** GIVEN RECORDS follows **
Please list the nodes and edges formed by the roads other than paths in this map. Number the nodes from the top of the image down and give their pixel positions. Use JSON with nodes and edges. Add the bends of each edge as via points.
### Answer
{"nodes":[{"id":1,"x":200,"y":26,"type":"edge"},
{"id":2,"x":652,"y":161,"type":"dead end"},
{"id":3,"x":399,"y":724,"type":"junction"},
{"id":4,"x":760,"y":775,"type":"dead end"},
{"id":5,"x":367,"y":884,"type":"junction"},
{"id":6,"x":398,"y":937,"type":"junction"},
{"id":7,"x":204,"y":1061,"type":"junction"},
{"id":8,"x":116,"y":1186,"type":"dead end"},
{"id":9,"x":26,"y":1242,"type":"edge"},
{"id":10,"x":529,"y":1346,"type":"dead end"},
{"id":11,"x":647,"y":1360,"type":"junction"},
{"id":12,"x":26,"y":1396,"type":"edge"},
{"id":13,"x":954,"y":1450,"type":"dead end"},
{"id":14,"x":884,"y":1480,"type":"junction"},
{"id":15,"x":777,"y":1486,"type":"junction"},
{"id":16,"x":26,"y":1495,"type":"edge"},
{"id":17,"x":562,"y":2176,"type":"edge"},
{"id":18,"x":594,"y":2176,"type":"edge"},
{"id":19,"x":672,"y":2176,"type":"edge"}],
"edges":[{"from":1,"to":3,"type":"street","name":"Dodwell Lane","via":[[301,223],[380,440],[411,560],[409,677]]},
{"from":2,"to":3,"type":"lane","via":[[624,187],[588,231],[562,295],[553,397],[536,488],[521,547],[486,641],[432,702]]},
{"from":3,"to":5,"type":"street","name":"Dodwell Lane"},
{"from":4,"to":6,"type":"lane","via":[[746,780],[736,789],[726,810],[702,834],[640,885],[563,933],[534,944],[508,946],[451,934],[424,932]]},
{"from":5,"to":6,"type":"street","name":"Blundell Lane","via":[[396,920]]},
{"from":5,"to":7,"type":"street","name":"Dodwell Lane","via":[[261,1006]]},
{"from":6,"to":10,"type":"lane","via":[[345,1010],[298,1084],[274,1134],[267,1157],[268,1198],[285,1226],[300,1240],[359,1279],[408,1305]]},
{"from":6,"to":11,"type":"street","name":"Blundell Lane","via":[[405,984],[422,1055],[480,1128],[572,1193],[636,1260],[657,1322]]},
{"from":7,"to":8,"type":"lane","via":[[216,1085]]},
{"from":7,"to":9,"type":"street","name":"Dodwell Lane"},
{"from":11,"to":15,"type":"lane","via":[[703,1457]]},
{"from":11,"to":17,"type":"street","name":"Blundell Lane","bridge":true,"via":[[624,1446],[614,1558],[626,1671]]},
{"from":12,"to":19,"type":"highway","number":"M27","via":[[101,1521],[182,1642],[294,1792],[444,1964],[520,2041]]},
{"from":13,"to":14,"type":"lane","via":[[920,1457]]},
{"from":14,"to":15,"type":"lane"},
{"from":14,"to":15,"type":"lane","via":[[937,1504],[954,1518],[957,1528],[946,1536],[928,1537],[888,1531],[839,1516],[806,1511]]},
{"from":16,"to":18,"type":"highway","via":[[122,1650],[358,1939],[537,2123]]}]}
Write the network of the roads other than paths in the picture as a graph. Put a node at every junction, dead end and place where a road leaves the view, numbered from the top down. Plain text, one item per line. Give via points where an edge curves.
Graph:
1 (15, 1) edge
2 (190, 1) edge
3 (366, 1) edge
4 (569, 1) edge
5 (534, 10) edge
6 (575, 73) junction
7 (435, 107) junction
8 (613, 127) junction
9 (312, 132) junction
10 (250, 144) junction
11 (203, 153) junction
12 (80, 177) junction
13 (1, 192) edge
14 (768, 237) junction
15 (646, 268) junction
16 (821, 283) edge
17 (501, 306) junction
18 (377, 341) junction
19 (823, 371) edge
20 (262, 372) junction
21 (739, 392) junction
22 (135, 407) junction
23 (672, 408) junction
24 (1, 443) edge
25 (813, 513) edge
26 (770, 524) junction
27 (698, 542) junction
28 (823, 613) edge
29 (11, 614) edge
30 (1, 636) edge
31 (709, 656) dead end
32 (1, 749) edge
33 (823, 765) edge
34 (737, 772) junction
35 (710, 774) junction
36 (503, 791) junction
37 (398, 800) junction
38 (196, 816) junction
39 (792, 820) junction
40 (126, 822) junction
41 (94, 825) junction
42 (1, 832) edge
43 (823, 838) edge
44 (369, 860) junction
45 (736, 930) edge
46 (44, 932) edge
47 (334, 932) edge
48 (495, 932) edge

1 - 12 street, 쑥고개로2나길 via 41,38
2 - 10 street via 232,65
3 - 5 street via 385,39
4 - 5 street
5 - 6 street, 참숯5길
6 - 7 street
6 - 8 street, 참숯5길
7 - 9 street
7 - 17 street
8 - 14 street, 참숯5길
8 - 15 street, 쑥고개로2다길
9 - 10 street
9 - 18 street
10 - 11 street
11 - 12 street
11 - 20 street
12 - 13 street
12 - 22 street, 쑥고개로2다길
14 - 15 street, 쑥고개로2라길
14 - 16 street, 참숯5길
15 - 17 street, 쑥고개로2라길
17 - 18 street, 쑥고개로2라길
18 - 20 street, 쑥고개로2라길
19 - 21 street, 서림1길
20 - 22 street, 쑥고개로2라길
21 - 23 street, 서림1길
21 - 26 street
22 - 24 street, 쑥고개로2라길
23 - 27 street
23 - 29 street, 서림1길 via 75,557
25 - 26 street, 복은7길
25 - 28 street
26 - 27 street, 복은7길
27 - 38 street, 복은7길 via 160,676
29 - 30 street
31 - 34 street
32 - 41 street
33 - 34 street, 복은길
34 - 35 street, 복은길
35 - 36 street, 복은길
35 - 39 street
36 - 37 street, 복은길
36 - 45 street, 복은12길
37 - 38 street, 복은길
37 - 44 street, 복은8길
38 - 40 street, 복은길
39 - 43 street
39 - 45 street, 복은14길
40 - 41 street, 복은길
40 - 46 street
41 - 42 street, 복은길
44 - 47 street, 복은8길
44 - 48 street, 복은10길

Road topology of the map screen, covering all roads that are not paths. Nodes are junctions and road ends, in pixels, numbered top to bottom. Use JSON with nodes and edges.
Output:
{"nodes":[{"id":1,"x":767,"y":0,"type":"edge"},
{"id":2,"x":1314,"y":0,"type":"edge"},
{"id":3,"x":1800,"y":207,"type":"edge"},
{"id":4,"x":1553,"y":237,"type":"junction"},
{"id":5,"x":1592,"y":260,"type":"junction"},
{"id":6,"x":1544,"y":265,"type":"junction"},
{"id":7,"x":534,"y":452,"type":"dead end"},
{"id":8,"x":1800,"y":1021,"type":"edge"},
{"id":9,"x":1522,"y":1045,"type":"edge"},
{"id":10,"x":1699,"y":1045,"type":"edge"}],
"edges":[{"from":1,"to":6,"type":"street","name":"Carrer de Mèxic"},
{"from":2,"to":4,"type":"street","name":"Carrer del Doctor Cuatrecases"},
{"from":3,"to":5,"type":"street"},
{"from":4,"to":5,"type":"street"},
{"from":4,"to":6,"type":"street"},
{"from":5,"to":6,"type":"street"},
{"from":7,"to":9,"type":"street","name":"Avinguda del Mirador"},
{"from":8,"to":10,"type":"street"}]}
** End of GIVEN RECORDS **
■ TASK TO COMPLETE
Every line in the data above that contains the word "paths" should be copied.

■ ANSWER TO THIS EXERCISE
Please list the nodes and edges formed by the roads other than paths in this map. Number the nodes from the top of the image down and give their pixel positions. Use JSON with nodes and edges. Add the bends of each edge as via points.
Write the network of the roads other than paths in the picture as a graph. Put a node at every junction, dead end and place where a road leaves the view, numbered from the top down. Plain text, one item per line. Give via points where an edge curves.
Road topology of the map screen, covering all roads that are not paths. Nodes are junctions and road ends, in pixels, numbered top to bottom. Use JSON with nodes and edges.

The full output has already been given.